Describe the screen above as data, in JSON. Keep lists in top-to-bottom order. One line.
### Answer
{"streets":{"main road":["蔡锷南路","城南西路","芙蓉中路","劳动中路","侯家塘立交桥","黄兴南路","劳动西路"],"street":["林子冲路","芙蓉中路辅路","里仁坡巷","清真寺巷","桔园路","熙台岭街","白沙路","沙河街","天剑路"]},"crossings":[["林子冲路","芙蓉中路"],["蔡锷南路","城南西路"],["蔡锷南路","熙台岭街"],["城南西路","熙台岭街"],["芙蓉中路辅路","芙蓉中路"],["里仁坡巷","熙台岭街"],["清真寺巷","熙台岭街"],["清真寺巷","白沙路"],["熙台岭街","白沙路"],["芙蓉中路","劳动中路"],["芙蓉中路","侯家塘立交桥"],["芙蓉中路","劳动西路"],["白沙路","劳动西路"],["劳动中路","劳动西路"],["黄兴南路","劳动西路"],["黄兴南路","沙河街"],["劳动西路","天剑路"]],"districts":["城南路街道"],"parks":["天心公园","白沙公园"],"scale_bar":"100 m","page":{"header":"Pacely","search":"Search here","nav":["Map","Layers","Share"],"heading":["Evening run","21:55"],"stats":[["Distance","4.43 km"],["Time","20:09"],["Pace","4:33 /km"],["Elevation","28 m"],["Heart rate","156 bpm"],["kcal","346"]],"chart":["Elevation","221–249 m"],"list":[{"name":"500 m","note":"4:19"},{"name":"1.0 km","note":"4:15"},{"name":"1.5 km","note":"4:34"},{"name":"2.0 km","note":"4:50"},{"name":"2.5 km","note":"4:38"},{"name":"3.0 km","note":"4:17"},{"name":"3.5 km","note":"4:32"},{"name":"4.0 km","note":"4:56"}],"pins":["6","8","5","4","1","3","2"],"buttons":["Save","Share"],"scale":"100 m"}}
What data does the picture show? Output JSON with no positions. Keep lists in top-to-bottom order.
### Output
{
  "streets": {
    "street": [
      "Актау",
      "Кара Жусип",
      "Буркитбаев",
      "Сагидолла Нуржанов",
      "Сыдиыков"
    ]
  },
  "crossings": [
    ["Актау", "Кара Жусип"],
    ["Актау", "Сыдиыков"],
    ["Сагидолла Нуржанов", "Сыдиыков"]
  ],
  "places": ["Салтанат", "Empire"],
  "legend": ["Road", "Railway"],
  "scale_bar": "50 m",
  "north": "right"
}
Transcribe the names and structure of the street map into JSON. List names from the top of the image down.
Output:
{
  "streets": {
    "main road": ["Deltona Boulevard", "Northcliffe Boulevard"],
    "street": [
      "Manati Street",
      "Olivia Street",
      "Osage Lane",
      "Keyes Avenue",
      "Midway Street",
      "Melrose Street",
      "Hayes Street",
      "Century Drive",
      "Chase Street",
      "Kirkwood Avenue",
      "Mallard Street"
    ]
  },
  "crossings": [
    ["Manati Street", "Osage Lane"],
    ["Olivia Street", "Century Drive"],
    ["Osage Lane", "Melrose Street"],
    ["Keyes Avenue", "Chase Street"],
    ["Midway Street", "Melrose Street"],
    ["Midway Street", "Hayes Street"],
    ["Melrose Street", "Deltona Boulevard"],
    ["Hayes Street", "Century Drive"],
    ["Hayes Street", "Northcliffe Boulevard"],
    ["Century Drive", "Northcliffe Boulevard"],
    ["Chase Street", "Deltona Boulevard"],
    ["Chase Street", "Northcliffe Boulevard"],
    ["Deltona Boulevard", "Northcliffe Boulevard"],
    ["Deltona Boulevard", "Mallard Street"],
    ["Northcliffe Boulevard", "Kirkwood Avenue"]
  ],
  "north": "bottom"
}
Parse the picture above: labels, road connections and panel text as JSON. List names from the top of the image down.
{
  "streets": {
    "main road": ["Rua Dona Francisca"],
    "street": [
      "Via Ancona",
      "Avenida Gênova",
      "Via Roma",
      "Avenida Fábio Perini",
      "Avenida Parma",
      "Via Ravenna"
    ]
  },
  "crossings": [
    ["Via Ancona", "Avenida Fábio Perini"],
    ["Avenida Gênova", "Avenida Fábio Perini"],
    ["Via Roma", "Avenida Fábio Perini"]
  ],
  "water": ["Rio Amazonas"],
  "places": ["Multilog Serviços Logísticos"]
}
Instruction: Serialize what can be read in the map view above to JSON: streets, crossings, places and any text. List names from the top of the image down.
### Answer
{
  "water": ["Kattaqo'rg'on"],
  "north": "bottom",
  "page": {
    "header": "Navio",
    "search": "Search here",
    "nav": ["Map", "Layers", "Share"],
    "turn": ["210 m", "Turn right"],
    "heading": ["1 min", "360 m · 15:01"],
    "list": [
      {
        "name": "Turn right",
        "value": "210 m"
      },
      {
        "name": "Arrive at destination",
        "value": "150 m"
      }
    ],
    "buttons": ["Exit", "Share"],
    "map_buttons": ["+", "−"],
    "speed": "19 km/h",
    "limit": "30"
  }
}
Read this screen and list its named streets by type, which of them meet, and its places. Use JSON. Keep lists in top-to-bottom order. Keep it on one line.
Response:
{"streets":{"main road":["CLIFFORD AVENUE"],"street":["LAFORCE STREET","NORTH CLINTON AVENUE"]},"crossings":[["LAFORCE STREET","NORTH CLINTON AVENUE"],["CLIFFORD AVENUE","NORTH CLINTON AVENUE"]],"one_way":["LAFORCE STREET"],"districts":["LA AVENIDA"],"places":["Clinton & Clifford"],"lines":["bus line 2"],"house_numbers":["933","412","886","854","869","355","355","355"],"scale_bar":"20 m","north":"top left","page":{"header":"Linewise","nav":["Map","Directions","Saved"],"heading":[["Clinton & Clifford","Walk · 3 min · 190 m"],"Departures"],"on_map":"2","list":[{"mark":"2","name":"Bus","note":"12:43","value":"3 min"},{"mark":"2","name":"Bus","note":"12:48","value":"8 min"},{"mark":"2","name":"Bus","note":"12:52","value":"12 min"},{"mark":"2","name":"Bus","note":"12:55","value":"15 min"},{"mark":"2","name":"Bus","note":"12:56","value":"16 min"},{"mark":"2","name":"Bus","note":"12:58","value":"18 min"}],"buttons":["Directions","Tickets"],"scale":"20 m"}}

_ _ _

**Task description**:
Whatever the entries above contain, reproduce all of them exactly.

**Task answer**:
Describe the screen above as data, in JSON. Keep lists in top-to-bottom order. One line.
### Answer
{"streets":{"main road":["蔡锷南路","城南西路","芙蓉中路","劳动中路","侯家塘立交桥","黄兴南路","劳动西路"],"street":["林子冲路","芙蓉中路辅路","里仁坡巷","清真寺巷","桔园路","熙台岭街","白沙路","沙河街","天剑路"]},"crossings":[["林子冲路","芙蓉中路"],["蔡锷南路","城南西路"],["蔡锷南路","熙台岭街"],["城南西路","熙台岭街"],["芙蓉中路辅路","芙蓉中路"],["里仁坡巷","熙台岭街"],["清真寺巷","熙台岭街"],["清真寺巷","白沙路"],["熙台岭街","白沙路"],["芙蓉中路","劳动中路"],["芙蓉中路","侯家塘立交桥"],["芙蓉中路","劳动西路"],["白沙路","劳动西路"],["劳动中路","劳动西路"],["黄兴南路","劳动西路"],["黄兴南路","沙河街"],["劳动西路","天剑路"]],"districts":["城南路街道"],"parks":["天心公园","白沙公园"],"scale_bar":"100 m","page":{"header":"Pacely","search":"Search here","nav":["Map","Layers","Share"],"heading":["Evening run","21:55"],"stats":[["Distance","4.43 km"],["Time","20:09"],["Pace","4:33 /km"],["Elevation","28 m"],["Heart rate","156 bpm"],["kcal","346"]],"chart":["Elevation","221–249 m"],"list":[{"name":"500 m","note":"4:19"},{"name":"1.0 km","note":"4:15"},{"name":"1.5 km","note":"4:34"},{"name":"2.0 km","note":"4:50"},{"name":"2.5 km","note":"4:38"},{"name":"3.0 km","note":"4:17"},{"name":"3.5 km","note":"4:32"},{"name":"4.0 km","note":"4:56"}],"pins":["6","8","5","4","1","3","2"],"buttons":["Save","Share"],"scale":"100 m"}}
What data does the picture show? Output JSON with no positions. Keep lists in top-to-bottom order.
### Output
{
  "streets": {
    "street": [
      "Актау",
      "Кара Жусип",
      "Буркитбаев",
      "Сагидолла Нуржанов",
      "Сыдиыков"
    ]
  },
  "crossings": [
    ["Актау", "Кара Жусип"],
    ["Актау", "Сыдиыков"],
    ["Сагидолла Нуржанов", "Сыдиыков"]
  ],
  "places": ["Салтанат", "Empire"],
  "legend": ["Road", "Railway"],
  "scale_bar": "50 m",
  "north": "right"
}
Transcribe the names and structure of the street map into JSON. List names from the top of the image down.
Output:
{
  "streets": {
    "main road": ["Deltona Boulevard", "Northcliffe Boulevard"],
    "street": [
      "Manati Street",
      "Olivia Street",
      "Osage Lane",
      "Keyes Avenue",
      "Midway Street",
      "Melrose Street",
      "Hayes Street",
      "Century Drive",
      "Chase Street",
      "Kirkwood Avenue",
      "Mallard Street"
    ]
  },
  "crossings": [
    ["Manati Street", "Osage Lane"],
    ["Olivia Street", "Century Drive"],
    ["Osage Lane", "Melrose Street"],
    ["Keyes Avenue", "Chase Street"],
    ["Midway Street", "Melrose Street"],
    ["Midway Street", "Hayes Street"],
    ["Melrose Street", "Deltona Boulevard"],
    ["Hayes Street", "Century Drive"],
    ["Hayes Street", "Northcliffe Boulevard"],
    ["Century Drive", "Northcliffe Boulevard"],
    ["Chase Street", "Deltona Boulevard"],
    ["Chase Street", "Northcliffe Boulevard"],
    ["Deltona Boulevard", "Northcliffe Boulevard"],
    ["Deltona Boulevard", "Mallard Street"],
    ["Northcliffe Boulevard", "Kirkwood Avenue"]
  ],
  "north": "bottom"
}
Parse the picture above: labels, road connections and panel text as JSON. List names from the top of the image down.
{
  "streets": {
    "main road": ["Rua Dona Francisca"],
    "street": [
      "Via Ancona",
      "Avenida Gênova",
      "Via Roma",
      "Avenida Fábio Perini",
      "Avenida Parma",
      "Via Ravenna"
    ]
  },
  "crossings": [
    ["Via Ancona", "Avenida Fábio Perini"],
    ["Avenida Gênova", "Avenida Fábio Perini"],
    ["Via Roma", "Avenida Fábio Perini"]
  ],
  "water": ["Rio Amazonas"],
  "places": ["Multilog Serviços Logísticos"]
}
Instruction: Serialize what can be read in the map view above to JSON: streets, crossings, places and any text. List names from the top of the image down.
### Answer
{
  "water": ["Kattaqo'rg'on"],
  "north": "bottom",
  "page": {
    "header": "Navio",
    "search": "Search here",
    "nav": ["Map", "Layers", "Share"],
    "turn": ["210 m", "Turn right"],
    "heading": ["1 min", "360 m · 15:01"],
    "list": [
      {
        "name": "Turn right",
        "value": "210 m"
      },
      {
        "name": "Arrive at destination",
        "value": "150 m"
      }
    ],
    "buttons": ["Exit", "Share"],
    "map_buttons": ["+", "−"],
    "speed": "19 km/h",
    "limit": "30"
  }
}
Read this screen and list its named streets by type, which of them meet, and its places. Use JSON. Keep lists in top-to-bottom order. Keep it on one line.
Response:
{"streets":{"main road":["CLIFFORD AVENUE"],"street":["LAFORCE STREET","NORTH CLINTON AVENUE"]},"crossings":[["LAFORCE STREET","NORTH CLINTON AVENUE"],["CLIFFORD AVENUE","NORTH CLINTON AVENUE"]],"one_way":["LAFORCE STREET"],"districts":["LA AVENIDA"],"places":["Clinton & Clifford"],"lines":["bus line 2"],"house_numbers":["933","412","886","854","869","355","355","355"],"scale_bar":"20 m","north":"top left","page":{"header":"Linewise","nav":["Map","Directions","Saved"],"heading":[["Clinton & Clifford","Walk · 3 min · 190 m"],"Departures"],"on_map":"2","list":[{"mark":"2","name":"Bus","note":"12:43","value":"3 min"},{"mark":"2","name":"Bus","note":"12:48","value":"8 min"},{"mark":"2","name":"Bus","note":"12:52","value":"12 min"},{"mark":"2","name":"Bus","note":"12:55","value":"15 min"},{"mark":"2","name":"Bus","note":"12:56","value":"16 min"},{"mark":"2","name":"Bus","note":"12:58","value":"18 min"}],"buttons":["Directions","Tickets"],"scale":"20 m"}}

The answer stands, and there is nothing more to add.